(INPUT FOR THIS TASK Opens)

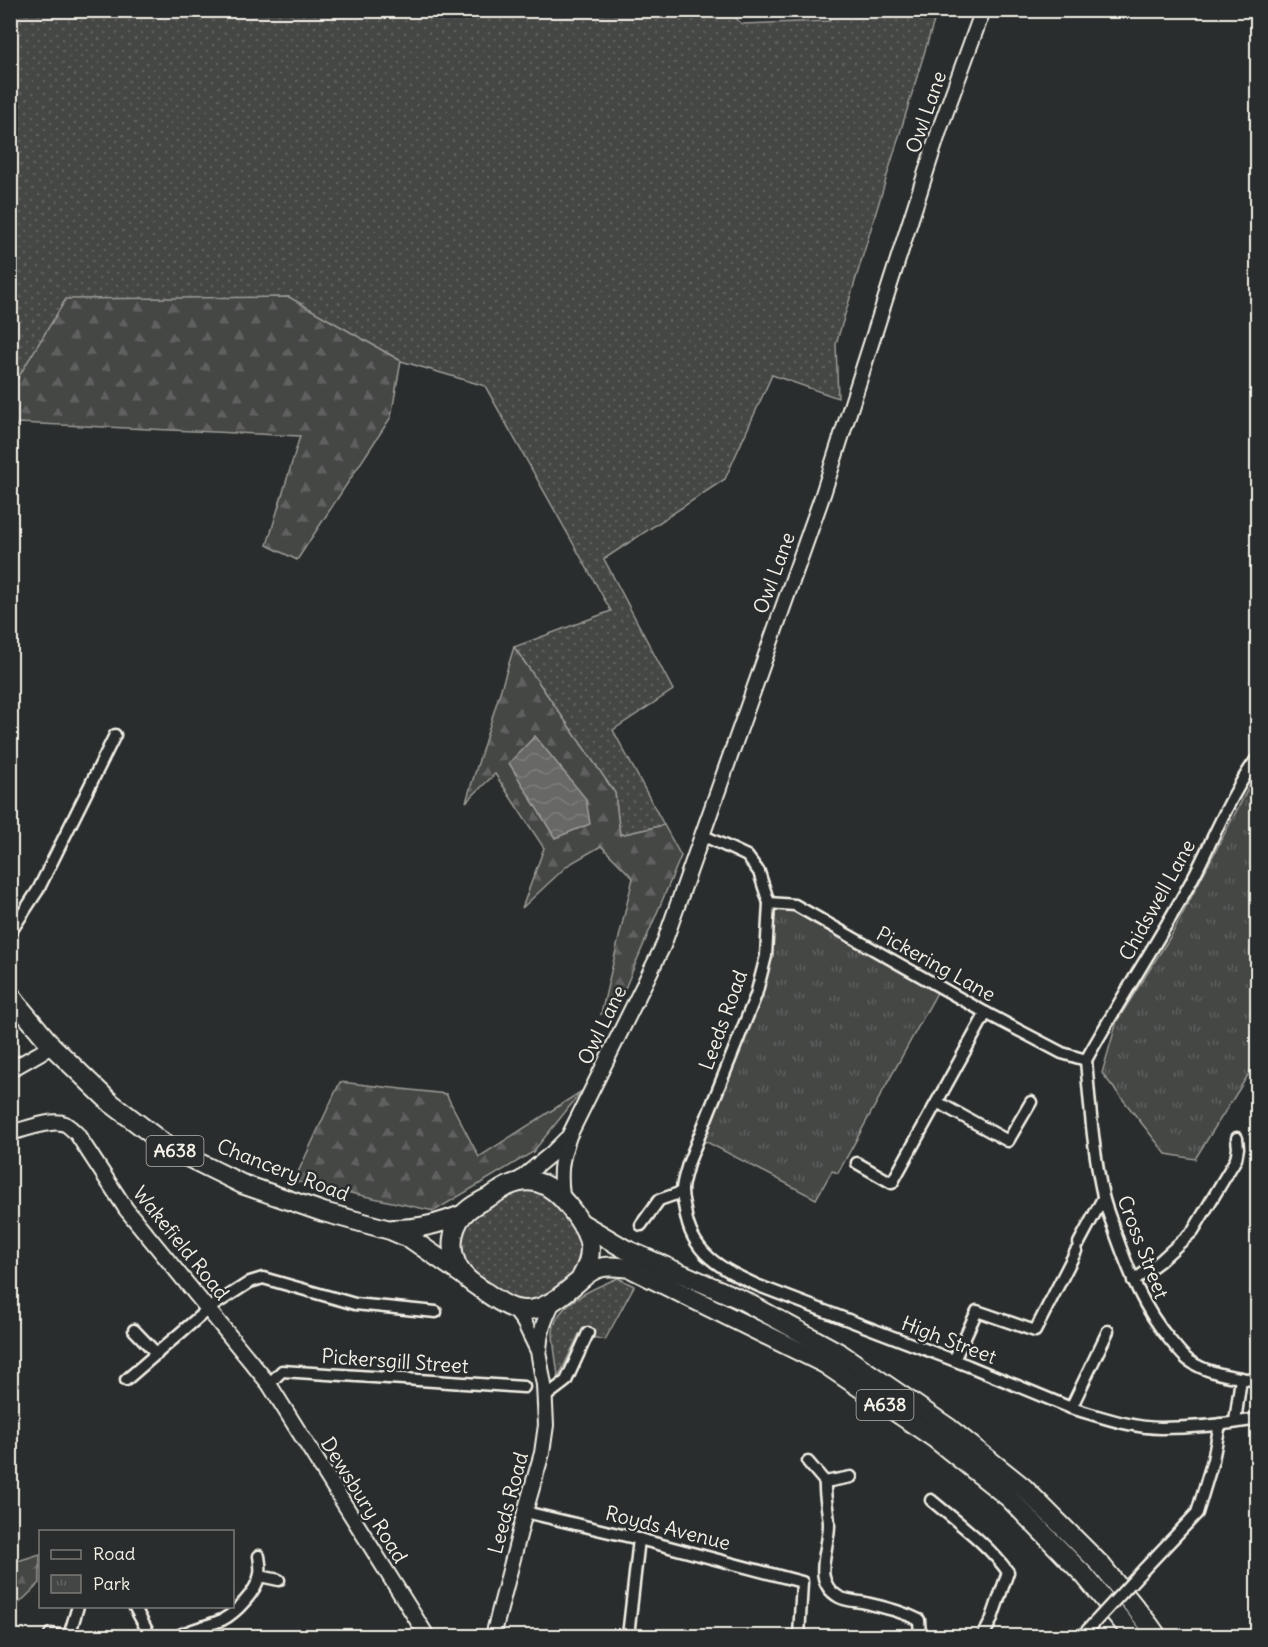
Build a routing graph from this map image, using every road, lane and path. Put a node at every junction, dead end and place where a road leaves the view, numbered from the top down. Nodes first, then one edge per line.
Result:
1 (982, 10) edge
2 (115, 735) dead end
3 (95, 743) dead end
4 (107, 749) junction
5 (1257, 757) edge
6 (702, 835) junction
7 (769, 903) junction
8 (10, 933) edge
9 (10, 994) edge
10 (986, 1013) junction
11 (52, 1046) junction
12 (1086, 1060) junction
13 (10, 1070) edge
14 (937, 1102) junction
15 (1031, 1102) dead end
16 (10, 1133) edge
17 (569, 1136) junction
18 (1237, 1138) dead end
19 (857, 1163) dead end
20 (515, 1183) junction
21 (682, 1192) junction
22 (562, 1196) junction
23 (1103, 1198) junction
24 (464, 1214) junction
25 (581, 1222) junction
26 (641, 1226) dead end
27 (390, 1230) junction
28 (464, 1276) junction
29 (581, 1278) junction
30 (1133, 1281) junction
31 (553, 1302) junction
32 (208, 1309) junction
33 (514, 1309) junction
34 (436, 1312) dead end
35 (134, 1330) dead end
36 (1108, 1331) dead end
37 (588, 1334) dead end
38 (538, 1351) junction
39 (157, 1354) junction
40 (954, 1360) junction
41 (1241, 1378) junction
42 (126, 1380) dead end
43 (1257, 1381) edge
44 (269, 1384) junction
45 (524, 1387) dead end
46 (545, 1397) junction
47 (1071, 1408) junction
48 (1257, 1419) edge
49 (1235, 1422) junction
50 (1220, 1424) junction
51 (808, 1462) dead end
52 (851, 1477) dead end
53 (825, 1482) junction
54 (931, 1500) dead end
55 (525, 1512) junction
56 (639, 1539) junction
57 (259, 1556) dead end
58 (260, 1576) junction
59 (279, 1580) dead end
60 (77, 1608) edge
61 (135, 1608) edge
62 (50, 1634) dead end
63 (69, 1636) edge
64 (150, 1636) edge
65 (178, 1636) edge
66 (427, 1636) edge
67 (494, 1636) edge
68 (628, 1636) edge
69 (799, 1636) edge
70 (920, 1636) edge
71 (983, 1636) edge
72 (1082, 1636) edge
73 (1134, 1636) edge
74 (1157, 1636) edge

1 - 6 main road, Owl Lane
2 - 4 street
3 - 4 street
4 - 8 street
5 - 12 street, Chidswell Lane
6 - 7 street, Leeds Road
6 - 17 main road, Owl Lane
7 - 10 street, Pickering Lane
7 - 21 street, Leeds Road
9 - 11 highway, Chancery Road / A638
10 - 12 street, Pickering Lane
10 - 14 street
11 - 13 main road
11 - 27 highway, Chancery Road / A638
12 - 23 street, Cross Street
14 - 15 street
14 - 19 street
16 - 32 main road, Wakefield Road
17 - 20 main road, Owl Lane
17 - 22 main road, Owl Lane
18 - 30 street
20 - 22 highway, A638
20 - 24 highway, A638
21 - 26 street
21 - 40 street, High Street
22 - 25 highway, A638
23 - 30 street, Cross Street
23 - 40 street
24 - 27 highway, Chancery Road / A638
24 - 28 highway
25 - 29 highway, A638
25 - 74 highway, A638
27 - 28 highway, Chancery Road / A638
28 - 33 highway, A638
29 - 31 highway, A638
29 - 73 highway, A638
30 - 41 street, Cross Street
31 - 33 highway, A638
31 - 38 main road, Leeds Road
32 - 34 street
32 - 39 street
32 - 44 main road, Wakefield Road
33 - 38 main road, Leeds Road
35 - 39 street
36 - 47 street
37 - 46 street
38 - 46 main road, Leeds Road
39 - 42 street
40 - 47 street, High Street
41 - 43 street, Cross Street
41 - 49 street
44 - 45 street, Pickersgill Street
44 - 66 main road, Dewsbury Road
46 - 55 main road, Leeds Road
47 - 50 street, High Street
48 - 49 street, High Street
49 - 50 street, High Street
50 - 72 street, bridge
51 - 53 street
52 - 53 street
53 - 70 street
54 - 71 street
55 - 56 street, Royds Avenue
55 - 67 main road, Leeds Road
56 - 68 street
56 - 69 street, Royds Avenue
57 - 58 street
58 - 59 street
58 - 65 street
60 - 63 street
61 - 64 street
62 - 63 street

(INPUT FOR THIS TASK Closes)
(INPUT FOR THIS TASK Opens)

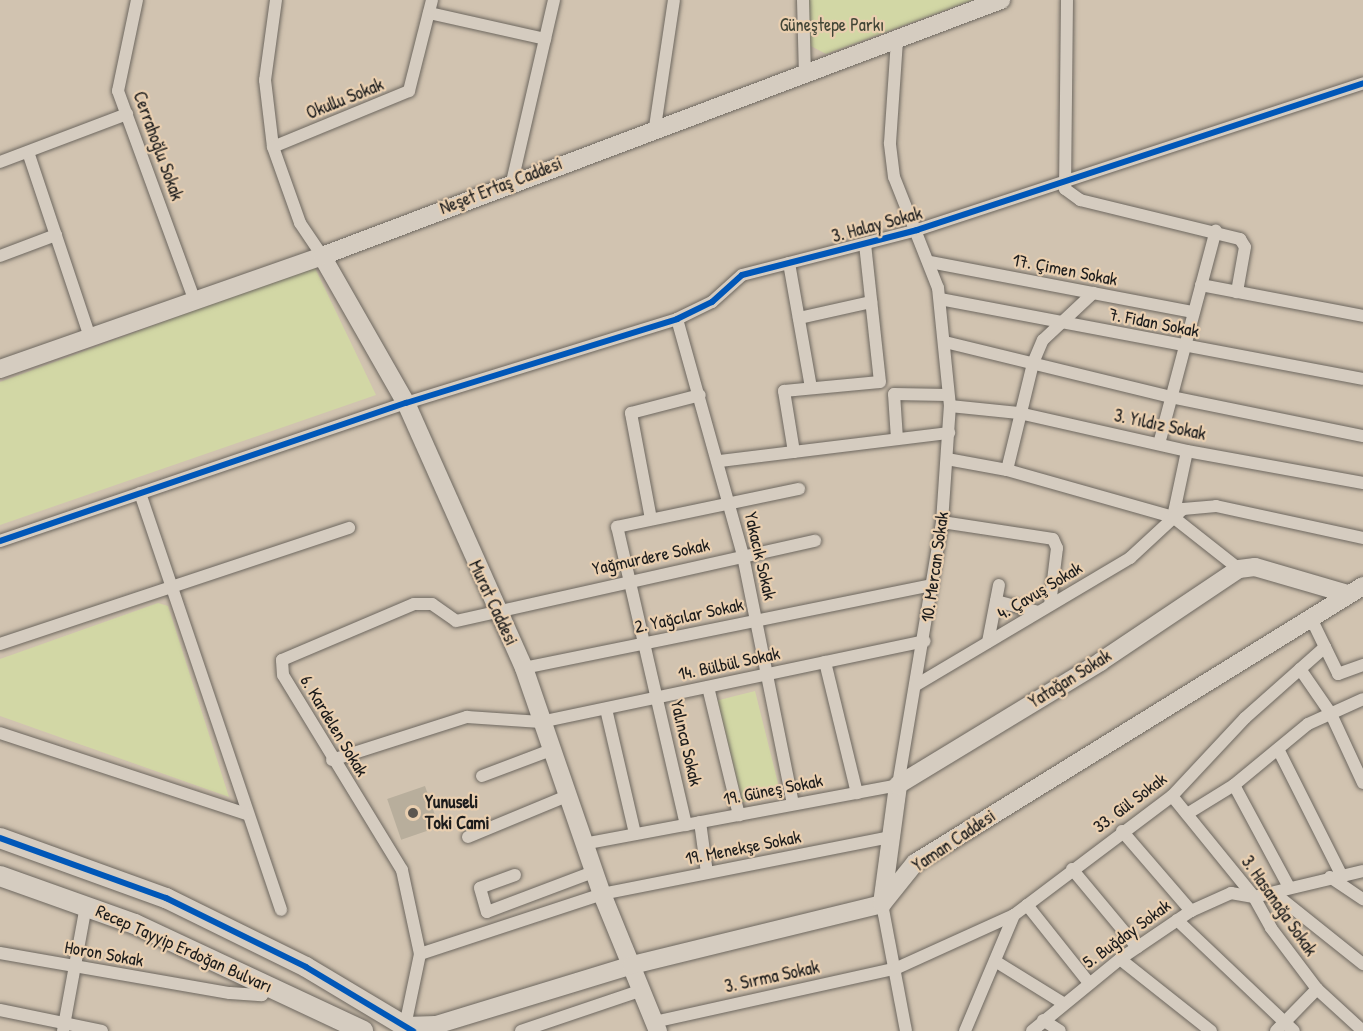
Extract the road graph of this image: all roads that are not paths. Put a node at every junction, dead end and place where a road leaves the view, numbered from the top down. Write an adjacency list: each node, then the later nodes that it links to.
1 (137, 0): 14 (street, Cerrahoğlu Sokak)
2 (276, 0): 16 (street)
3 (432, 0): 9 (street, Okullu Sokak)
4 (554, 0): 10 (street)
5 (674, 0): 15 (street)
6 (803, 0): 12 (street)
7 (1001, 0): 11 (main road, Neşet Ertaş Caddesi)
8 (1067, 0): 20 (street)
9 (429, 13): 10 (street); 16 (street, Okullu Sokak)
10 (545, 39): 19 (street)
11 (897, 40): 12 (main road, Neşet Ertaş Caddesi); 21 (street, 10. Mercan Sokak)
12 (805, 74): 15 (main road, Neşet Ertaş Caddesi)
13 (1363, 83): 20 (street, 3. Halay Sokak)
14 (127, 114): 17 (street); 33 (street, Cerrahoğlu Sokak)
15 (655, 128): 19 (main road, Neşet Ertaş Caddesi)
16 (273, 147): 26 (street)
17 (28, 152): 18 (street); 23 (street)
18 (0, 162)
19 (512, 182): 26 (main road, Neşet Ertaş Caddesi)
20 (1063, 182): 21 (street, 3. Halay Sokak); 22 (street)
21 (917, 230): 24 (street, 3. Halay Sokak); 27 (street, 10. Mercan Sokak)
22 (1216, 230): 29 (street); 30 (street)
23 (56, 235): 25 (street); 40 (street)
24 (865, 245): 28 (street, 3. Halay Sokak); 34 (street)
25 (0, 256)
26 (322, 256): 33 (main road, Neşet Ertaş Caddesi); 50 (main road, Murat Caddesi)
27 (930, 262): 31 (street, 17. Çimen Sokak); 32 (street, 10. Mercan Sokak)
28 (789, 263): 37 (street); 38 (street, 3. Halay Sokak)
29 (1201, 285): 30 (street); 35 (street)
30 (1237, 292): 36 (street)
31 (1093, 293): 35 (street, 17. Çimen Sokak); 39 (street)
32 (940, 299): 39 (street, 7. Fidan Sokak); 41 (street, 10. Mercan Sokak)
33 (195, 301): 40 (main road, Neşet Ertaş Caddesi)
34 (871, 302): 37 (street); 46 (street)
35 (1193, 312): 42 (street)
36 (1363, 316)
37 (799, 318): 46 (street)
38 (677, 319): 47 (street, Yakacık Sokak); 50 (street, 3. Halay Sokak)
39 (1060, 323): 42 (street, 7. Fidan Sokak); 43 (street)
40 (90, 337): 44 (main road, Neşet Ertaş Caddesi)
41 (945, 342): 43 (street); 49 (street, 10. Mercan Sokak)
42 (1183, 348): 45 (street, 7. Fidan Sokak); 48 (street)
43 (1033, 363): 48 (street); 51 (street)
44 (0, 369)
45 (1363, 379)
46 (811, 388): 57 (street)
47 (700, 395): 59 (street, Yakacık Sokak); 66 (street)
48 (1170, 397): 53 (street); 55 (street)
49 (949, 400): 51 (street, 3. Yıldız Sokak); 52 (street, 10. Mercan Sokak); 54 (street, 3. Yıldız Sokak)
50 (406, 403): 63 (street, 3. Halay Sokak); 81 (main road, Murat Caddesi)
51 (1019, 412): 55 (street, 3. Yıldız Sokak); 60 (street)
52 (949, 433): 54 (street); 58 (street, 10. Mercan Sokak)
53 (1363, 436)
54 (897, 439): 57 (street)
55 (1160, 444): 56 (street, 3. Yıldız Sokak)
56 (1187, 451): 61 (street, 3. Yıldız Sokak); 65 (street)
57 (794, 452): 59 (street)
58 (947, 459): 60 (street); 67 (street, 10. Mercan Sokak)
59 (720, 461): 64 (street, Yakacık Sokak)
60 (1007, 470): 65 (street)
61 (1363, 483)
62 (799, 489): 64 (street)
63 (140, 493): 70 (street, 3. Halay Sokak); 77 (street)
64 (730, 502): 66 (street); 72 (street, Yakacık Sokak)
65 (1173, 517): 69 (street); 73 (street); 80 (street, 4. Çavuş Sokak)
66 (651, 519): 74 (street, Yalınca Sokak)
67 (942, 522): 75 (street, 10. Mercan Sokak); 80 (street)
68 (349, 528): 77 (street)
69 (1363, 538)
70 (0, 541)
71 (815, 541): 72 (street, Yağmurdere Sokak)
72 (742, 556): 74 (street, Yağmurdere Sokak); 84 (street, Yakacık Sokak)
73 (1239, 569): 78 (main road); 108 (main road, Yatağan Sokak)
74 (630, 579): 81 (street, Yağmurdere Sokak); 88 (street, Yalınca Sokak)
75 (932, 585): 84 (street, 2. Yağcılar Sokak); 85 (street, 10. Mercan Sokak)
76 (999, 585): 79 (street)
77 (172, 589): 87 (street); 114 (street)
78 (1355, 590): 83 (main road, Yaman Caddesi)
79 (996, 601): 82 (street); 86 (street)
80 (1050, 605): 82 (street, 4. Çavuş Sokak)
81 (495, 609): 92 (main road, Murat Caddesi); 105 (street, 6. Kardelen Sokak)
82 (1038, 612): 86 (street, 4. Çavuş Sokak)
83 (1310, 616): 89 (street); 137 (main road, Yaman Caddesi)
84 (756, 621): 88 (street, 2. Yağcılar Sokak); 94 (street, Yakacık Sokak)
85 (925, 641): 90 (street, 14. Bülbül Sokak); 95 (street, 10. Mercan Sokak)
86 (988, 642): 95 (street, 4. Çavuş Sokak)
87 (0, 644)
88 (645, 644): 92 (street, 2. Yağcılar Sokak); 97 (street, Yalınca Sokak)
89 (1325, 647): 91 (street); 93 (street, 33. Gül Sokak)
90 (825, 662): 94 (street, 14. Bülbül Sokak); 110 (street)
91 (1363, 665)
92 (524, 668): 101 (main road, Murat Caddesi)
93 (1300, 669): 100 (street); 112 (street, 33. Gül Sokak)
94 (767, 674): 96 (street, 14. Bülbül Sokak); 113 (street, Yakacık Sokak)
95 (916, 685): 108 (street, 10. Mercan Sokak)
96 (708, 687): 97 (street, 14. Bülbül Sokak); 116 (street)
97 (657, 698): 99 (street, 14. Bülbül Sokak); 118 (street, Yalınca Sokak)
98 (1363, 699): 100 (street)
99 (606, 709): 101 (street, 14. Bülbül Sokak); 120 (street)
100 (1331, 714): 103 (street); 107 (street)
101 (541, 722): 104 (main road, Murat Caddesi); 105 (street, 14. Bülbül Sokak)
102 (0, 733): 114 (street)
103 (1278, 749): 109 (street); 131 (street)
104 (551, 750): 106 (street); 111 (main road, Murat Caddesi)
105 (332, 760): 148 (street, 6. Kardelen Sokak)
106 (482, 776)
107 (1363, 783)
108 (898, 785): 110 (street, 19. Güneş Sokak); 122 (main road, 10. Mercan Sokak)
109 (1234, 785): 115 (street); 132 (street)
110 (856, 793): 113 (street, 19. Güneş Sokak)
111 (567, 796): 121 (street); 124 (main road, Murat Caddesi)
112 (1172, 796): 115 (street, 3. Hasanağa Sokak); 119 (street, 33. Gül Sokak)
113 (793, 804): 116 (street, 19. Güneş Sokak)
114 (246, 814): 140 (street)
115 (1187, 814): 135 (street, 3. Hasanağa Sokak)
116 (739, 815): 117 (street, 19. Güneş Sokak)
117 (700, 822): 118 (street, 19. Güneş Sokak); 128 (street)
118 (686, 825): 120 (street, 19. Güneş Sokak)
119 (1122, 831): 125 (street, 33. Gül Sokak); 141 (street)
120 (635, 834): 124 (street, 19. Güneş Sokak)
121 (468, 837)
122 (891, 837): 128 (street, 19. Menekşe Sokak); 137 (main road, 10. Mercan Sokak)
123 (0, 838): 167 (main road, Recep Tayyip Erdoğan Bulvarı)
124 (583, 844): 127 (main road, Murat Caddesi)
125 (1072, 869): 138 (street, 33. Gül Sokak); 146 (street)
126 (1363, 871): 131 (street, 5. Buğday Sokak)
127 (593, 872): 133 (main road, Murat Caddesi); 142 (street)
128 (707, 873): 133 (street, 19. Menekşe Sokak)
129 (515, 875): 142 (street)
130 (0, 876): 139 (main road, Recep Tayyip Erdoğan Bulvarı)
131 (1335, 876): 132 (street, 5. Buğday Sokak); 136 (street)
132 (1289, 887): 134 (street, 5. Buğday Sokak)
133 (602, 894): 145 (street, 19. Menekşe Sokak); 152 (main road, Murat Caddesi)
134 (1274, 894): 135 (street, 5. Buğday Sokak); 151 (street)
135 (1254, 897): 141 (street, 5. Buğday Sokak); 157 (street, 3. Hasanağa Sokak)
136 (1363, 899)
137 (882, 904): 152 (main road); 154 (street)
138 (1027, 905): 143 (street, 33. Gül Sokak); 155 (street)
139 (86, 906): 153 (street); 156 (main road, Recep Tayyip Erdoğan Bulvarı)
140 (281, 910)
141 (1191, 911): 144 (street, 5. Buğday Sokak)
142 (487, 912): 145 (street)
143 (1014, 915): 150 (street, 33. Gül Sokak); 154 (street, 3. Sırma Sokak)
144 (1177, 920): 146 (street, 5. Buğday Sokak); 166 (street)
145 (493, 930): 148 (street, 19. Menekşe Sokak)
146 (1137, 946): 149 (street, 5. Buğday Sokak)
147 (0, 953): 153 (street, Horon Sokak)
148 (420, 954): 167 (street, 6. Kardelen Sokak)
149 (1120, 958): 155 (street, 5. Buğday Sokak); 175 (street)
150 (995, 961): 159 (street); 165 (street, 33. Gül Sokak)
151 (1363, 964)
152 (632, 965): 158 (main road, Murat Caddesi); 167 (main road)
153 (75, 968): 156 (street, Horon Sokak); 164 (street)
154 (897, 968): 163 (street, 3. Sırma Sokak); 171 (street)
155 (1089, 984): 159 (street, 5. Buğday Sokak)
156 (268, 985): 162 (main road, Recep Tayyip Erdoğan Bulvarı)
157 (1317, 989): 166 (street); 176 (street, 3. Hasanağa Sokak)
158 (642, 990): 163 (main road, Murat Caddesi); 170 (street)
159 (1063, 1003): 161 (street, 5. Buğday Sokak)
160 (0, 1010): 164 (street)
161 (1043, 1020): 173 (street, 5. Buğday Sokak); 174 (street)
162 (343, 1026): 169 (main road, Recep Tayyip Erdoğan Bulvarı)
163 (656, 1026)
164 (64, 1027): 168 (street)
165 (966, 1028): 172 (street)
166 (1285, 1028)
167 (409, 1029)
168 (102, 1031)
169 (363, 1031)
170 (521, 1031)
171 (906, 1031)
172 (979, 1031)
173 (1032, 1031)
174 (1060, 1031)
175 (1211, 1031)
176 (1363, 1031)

(INPUT FOR THIS TASK Closes)

▸ YOUR OBJECTIVE
Copy every line that contains "image" from the listing above.

▸ RESULT OF THE TASK
Build a routing graph from this map image, using every road, lane and path. Put a node at every junction, dead end and place where a road leaves the view, numbered from the top down. Nodes first, then one edge per line.
Extract the road graph of this image: all roads that are not paths. Put a node at every junction, dead end and place where a road leaves the view, numbered from the top down. Write an adjacency list: each node, then the later nodes that it links to.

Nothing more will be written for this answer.